==== Exercise data ====

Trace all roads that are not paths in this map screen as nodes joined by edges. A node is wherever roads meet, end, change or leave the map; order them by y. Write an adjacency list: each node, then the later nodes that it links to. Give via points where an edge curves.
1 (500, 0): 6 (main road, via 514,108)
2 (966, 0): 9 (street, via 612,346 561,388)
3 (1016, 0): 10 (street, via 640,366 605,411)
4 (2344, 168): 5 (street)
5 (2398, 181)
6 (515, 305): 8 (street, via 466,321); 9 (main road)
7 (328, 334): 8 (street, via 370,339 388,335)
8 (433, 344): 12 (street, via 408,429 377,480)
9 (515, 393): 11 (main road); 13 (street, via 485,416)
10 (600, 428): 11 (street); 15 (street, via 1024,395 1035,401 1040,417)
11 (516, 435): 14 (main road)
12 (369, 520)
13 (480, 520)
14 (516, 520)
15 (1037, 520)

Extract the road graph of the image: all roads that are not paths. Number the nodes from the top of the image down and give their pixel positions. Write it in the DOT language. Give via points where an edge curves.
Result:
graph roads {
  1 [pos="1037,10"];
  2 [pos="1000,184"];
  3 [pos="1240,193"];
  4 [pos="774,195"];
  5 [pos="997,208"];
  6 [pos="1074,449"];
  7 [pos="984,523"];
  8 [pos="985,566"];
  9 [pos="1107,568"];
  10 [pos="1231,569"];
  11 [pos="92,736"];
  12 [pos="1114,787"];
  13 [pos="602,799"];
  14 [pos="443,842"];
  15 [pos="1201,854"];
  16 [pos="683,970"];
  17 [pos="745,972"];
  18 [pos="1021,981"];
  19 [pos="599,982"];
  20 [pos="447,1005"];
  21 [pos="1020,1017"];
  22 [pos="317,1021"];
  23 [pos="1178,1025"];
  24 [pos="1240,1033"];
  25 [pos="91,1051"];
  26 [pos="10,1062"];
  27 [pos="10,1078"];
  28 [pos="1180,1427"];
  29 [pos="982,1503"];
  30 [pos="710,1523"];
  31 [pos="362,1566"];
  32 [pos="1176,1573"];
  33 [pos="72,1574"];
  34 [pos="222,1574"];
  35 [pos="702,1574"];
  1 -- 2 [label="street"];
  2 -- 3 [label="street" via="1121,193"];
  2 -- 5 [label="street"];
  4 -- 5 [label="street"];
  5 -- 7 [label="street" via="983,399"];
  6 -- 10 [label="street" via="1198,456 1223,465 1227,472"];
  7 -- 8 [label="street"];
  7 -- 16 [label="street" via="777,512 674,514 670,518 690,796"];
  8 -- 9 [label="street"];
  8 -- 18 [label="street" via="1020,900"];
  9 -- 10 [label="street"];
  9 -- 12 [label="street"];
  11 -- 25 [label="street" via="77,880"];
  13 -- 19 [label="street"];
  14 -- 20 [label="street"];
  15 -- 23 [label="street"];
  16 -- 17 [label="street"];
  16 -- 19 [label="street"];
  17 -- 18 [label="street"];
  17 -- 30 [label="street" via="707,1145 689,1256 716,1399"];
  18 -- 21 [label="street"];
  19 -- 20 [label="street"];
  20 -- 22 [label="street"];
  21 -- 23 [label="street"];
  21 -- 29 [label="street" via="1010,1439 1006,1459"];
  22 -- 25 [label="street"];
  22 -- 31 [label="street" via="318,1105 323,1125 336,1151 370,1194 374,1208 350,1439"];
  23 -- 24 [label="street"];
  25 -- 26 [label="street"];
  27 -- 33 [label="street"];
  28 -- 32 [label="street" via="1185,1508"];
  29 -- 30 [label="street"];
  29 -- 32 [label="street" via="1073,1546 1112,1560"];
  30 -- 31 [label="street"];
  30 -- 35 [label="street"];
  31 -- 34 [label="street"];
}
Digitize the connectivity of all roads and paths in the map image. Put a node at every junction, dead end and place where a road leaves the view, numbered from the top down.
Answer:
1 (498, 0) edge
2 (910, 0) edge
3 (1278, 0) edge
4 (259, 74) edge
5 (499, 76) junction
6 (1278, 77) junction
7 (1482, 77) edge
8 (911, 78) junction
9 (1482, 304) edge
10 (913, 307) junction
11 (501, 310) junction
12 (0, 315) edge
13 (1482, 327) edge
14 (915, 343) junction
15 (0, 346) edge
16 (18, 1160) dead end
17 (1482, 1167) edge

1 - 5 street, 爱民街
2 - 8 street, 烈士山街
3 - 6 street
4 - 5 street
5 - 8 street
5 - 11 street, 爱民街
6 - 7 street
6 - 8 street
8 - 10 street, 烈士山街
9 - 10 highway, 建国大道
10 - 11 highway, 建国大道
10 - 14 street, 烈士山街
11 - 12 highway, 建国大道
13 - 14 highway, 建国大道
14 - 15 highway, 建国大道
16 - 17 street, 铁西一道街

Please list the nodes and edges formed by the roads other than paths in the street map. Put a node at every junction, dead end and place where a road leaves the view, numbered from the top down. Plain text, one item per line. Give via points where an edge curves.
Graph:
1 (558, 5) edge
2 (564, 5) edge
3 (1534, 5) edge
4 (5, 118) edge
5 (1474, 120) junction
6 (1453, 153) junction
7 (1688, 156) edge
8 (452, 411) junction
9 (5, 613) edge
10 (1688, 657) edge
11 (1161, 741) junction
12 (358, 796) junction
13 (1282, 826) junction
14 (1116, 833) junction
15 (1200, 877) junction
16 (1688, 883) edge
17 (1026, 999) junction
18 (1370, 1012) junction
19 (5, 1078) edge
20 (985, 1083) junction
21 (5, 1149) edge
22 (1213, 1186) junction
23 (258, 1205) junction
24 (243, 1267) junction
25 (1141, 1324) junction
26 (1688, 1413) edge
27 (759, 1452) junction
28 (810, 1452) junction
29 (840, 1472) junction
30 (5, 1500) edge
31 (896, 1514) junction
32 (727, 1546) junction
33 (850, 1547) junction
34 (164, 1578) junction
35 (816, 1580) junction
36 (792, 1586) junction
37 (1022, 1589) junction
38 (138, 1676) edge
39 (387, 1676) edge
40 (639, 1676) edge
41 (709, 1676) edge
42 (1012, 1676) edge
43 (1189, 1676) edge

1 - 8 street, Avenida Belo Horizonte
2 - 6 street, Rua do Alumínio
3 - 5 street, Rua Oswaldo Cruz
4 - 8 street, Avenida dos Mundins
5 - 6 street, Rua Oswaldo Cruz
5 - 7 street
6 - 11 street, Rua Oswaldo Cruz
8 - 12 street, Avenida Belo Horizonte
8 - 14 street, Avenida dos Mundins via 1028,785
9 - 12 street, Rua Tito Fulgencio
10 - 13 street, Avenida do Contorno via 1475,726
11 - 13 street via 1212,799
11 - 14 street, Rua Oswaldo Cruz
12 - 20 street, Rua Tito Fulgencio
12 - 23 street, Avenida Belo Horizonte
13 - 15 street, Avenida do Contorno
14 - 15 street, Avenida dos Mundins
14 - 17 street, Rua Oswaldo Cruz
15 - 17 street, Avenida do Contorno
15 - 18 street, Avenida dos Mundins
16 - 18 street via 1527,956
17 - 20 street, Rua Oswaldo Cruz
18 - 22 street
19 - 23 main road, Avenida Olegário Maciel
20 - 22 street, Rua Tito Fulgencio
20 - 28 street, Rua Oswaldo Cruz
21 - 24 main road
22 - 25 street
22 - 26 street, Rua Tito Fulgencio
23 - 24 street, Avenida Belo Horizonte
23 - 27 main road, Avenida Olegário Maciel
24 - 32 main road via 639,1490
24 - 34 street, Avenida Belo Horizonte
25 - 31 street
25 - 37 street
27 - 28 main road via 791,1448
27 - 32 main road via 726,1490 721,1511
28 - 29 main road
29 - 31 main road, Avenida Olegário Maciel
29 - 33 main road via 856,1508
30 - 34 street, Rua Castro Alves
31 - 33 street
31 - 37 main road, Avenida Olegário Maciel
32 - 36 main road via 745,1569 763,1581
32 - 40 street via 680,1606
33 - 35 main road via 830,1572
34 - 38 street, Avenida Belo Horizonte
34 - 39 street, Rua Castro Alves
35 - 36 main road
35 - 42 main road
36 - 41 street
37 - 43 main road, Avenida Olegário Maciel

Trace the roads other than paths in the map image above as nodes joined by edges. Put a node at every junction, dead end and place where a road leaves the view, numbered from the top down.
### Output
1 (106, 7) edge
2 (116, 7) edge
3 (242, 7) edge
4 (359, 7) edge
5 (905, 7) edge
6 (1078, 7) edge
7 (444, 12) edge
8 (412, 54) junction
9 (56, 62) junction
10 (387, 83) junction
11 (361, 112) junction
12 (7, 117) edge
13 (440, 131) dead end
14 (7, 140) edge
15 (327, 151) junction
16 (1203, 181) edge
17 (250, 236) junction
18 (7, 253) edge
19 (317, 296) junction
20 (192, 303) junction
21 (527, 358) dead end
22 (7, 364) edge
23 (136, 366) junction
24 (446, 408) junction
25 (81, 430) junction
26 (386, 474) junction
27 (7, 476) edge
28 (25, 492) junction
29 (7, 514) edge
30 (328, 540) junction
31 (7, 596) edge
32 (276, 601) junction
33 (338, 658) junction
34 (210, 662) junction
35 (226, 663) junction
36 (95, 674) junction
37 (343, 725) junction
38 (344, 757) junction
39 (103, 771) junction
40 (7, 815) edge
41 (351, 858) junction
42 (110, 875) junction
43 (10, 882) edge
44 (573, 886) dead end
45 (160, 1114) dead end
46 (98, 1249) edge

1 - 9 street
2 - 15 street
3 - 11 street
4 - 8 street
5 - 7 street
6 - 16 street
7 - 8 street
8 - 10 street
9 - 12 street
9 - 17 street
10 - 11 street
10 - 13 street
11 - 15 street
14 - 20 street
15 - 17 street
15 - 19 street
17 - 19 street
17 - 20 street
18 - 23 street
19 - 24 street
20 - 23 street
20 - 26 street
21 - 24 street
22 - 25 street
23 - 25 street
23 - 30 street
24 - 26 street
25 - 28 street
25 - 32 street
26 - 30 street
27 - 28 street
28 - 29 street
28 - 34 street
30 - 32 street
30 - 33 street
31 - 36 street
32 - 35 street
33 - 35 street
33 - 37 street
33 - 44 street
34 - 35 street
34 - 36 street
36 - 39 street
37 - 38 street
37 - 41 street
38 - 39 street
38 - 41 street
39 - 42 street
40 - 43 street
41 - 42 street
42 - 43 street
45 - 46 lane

====

> **Activity**: Word for word, restate only the lines from the one containing "Trace the roads" through the last line of the entries, with both ends kept.

> **Finished exercise**:
Trace the roads other than paths in the map image above as nodes joined by edges. Put a node at every junction, dead end and place where a road leaves the view, numbered from the top down.
### Output
1 (106, 7) edge
2 (116, 7) edge
3 (242, 7) edge
4 (359, 7) edge
5 (905, 7) edge
6 (1078, 7) edge
7 (444, 12) edge
8 (412, 54) junction
9 (56, 62) junction
10 (387, 83) junction
11 (361, 112) junction
12 (7, 117) edge
13 (440, 131) dead end
14 (7, 140) edge
15 (327, 151) junction
16 (1203, 181) edge
17 (250, 236) junction
18 (7, 253) edge
19 (317, 296) junction
20 (192, 303) junction
21 (527, 358) dead end
22 (7, 364) edge
23 (136, 366) junction
24 (446, 408) junction
25 (81, 430) junction
26 (386, 474) junction
27 (7, 476) edge
28 (25, 492) junction
29 (7, 514) edge
30 (328, 540) junction
31 (7, 596) edge
32 (276, 601) junction
33 (338, 658) junction
34 (210, 662) junction
35 (226, 663) junction
36 (95, 674) junction
37 (343, 725) junction
38 (344, 757) junction
39 (103, 771) junction
40 (7, 815) edge
41 (351, 858) junction
42 (110, 875) junction
43 (10, 882) edge
44 (573, 886) dead end
45 (160, 1114) dead end
46 (98, 1249) edge

1 - 9 street
2 - 15 street
3 - 11 street
4 - 8 street
5 - 7 street
6 - 16 street
7 - 8 street
8 - 10 street
9 - 12 street
9 - 17 street
10 - 11 street
10 - 13 street
11 - 15 street
14 - 20 street
15 - 17 street
15 - 19 street
17 - 19 street
17 - 20 street
18 - 23 street
19 - 24 street
20 - 23 street
20 - 26 street
21 - 24 street
22 - 25 street
23 - 25 street
23 - 30 street
24 - 26 street
25 - 28 street
25 - 32 street
26 - 30 street
27 - 28 street
28 - 29 street
28 - 34 street
30 - 32 street
30 - 33 street
31 - 36 street
32 - 35 street
33 - 35 street
33 - 37 street
33 - 44 street
34 - 35 street
34 - 36 street
36 - 39 street
37 - 38 street
37 - 41 street
38 - 39 street
38 - 41 street
39 - 42 street
40 - 43 street
41 - 42 street
42 - 43 street
45 - 46 lane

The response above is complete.